Varying types of data analysis

Genomics England not only has to design processes to support researchers from companies and academia in using many people’s data, but also to support clinicians. “They are slightly different types of analysis,” says Rendon. Researchers are more likely to want to compare thousands of patients with thousands of control samples, whereas clinicians need swift information on their own patients – although he adds that many users have both roles, and these will have to be managed in terms of information governance.

“One of the challenges for us is to have a multi-tenant environment, where data is stored for different sets of people,” says Rendon. “How do you avoid duplicating databases?” There is also the need to remove personal identification from data, although he says that keeping the raw data within Genomics England’s systems, as well as requiring participants to sign up to data access agreements and also an audit trail of who sees and uses what information, means that “you’ve got multiple levels of protection”.

Rendon says Genomics England is in an explorative collaboration with Hadoop software firm Cloudera on this work, which is contributing expertise on the Apache HBase database and its Parquet storage format.

The data from each sample will undergo a standard basic analysis, with researchers expected to build on this as a starting point. “There is a tension – everyone thinks they can do it better,” says Rendon. However, “it’s wasteful if everyone is doing the same thing,” given that the basic analysis will take around 1,000 core hours to produce.

As well as DNA samples, the analysis requires data on patients’ conditions and medical histories. The NHS trusts involved have options on how they provide this – some will use a standard interface, but those with systems capable of it will build automated extraction tools drawing on their electronic patient record systems. Some trusts made successful bids to the Department of Health’s Integrated Digital Care Technology fund to enable this.

Researching rare diseases

Genomics England’s initial focus is on rare diseases, where the germline DNA – that which a person has from birth – is analysed.
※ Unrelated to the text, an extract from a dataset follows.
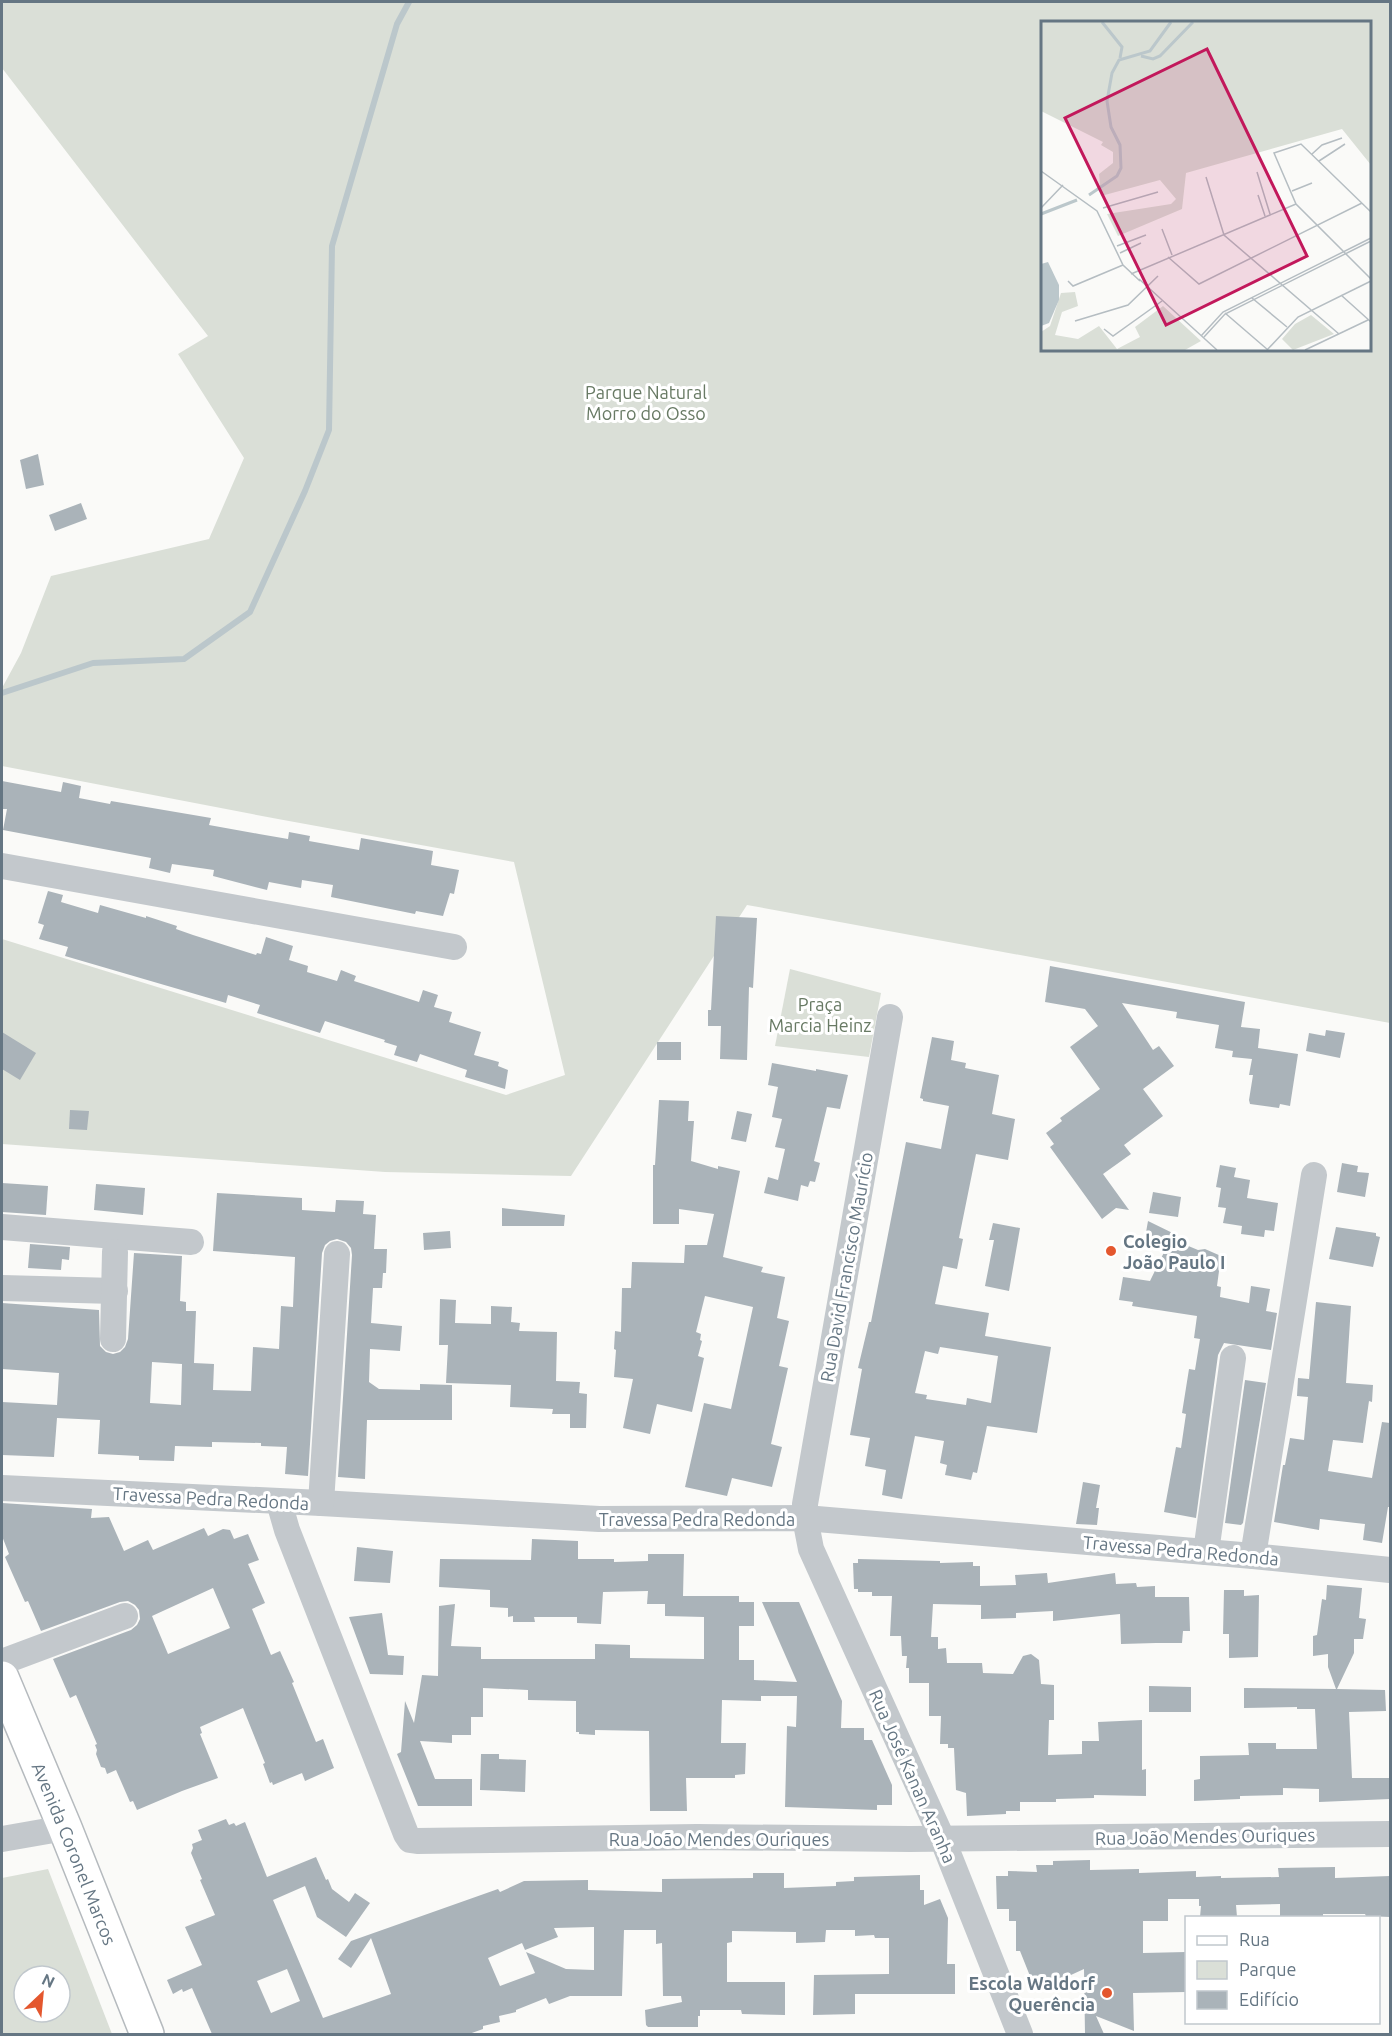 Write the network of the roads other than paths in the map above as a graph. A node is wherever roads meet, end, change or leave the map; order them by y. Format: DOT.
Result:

Cancer treatment requires samples of the cancerous cells’ DNA, which is much harder to carry out. 

Tim Hubbard, head of genomics analysis at Genomics England, describes current ways of obtaining samples as “not very DNA-friendly – there has been no reason for them to be”. Pathology labs may need to change the temperature of processes and their use of dyes, as well as having to gather larger samples than has previously been the case, to make them so.

Hubbard adds that the organisation is also looking at how it collects data from the NHS in a consistent fashion, and in return providing “the best clinical interpretation we can”, such as by improving collaboration across multi-disciplinary teams, which currently do not exist outside a few major centres.

I don’t know of any other nation that is this far ahead with the scale of the genomics, the scale of interpretation and the ambition to introduce it to clinical practice across the nation John Reynders, Alexion Pharmaceuticals

In June, Genomics England chose four companies to provide clinical interpretation services from August, subject to their passing a test phase and agreeing a contract: Congenica and Omicia in rare disease, Nanthealth in cancer, and Wuxi Nextcode in both areas, with a joint bid from Lockheed Martin and Cypher Genomics in reserve.

Alexion’s John Reynders believes that what Genomics England is doing is unique. “You’re looking not only at a very ambitious research effort, but also clinical interpretation sites. You have the connection from the genome to how the disease presents itself,” which will help clinical understanding.

The work benefits from its scale, he says. “If I look at other countries, you might have research in hospital networks, but Genomics England is looking at a national scale, exploring how we can introduce this into national practice.

“I don’t know of any other nation that is this far ahead with the scale of the genomics, the scale of interpretation and the ambition to introduce it to clinical practice across the nation. It’s creating a new archetype in genomics-based medicine,” he concludes.